The cuts of fabric are cut with dies. A layer of fabric is place down and a press presses the cutting die down to cut out the shape. A cheap manufacturer over stacks how many sheets are cut at ones. Top layer is going to be bigger then the bottom layer.
I expect there is much more hand cutting going on than you realize. To have multiple styles and different cuts would require giant warehouses of dies. Those aren’t cheap and wouldn’t last long in a production environment. Any change would require a new die. The machine shop would need to be as big as the cut sew shop.

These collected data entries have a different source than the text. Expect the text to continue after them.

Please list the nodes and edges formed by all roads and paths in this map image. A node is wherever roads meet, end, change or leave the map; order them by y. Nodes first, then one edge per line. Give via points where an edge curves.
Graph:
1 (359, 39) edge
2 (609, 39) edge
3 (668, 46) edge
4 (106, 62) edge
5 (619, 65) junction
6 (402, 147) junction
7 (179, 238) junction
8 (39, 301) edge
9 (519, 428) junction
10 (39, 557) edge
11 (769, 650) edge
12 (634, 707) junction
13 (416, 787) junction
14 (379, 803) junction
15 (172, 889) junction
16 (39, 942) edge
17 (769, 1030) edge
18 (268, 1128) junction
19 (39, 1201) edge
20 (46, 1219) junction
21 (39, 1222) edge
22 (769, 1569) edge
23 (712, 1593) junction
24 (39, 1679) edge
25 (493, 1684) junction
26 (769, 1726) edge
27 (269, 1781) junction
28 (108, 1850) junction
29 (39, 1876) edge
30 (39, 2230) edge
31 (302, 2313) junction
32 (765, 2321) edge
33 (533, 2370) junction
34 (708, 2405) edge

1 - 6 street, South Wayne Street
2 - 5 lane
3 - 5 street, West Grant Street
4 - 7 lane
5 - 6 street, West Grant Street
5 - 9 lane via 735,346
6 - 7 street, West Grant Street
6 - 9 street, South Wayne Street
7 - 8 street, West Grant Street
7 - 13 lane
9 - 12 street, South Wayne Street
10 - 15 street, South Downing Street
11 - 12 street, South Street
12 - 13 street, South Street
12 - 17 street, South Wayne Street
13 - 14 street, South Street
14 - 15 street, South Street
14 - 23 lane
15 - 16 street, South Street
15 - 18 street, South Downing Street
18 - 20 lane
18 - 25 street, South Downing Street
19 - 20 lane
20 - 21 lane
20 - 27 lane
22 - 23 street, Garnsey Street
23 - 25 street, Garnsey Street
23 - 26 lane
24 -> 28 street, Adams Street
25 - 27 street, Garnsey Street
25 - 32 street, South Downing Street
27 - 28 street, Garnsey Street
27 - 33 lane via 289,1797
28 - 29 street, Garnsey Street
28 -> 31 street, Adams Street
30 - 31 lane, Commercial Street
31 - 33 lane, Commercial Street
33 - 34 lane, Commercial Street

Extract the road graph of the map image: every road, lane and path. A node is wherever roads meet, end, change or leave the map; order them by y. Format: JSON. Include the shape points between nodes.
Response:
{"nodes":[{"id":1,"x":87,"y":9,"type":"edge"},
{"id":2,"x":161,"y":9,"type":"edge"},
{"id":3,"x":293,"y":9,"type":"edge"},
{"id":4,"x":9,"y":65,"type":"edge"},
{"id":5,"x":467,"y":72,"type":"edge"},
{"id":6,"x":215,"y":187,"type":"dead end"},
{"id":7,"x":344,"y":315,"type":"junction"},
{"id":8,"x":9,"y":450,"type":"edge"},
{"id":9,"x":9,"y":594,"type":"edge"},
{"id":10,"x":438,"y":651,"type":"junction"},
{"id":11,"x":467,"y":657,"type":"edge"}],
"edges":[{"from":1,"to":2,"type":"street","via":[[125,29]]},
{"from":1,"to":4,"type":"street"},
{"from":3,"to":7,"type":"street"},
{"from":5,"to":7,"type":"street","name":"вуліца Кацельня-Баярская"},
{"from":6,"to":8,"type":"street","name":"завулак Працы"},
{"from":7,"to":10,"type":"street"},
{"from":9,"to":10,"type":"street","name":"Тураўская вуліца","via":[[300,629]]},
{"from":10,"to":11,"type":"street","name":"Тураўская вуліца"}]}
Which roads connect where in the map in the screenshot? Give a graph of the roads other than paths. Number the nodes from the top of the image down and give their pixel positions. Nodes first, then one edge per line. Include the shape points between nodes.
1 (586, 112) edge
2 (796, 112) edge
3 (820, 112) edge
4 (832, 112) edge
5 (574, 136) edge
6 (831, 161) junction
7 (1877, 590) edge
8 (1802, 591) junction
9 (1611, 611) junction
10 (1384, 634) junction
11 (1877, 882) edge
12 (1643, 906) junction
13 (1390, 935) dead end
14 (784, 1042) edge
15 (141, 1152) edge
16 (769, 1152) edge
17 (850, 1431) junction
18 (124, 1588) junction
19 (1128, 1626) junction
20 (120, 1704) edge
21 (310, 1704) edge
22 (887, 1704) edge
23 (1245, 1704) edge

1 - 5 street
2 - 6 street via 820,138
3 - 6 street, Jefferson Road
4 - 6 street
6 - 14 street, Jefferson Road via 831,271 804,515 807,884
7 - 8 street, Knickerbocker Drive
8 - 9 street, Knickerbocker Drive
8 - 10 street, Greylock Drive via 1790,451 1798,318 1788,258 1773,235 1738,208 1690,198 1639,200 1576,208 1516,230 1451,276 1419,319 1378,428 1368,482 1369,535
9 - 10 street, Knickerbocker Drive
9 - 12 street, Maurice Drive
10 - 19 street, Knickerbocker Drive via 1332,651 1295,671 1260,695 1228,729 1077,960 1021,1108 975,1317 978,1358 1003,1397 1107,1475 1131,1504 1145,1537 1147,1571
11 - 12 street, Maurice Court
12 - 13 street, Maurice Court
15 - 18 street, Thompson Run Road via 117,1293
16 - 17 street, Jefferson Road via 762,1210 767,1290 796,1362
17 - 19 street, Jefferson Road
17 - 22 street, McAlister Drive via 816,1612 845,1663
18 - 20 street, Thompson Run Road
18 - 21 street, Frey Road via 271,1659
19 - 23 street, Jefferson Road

One skilled (or trained) operator can change from pants to shirts on a whim. You’ll notice almost all clothing is made in far off places where labour is cheap. Not to say there isn’t die cut stuff, but overwhelmingly the textile industry is hand made.
These things are how multiple layers of fabric gets cut.
Surprisingly CNC cutting machines are becoming more common even in places where labor is “cheap”. The technology is becoming affordable and reliable enough to replace even underpaid workers as a “cost saving” measure.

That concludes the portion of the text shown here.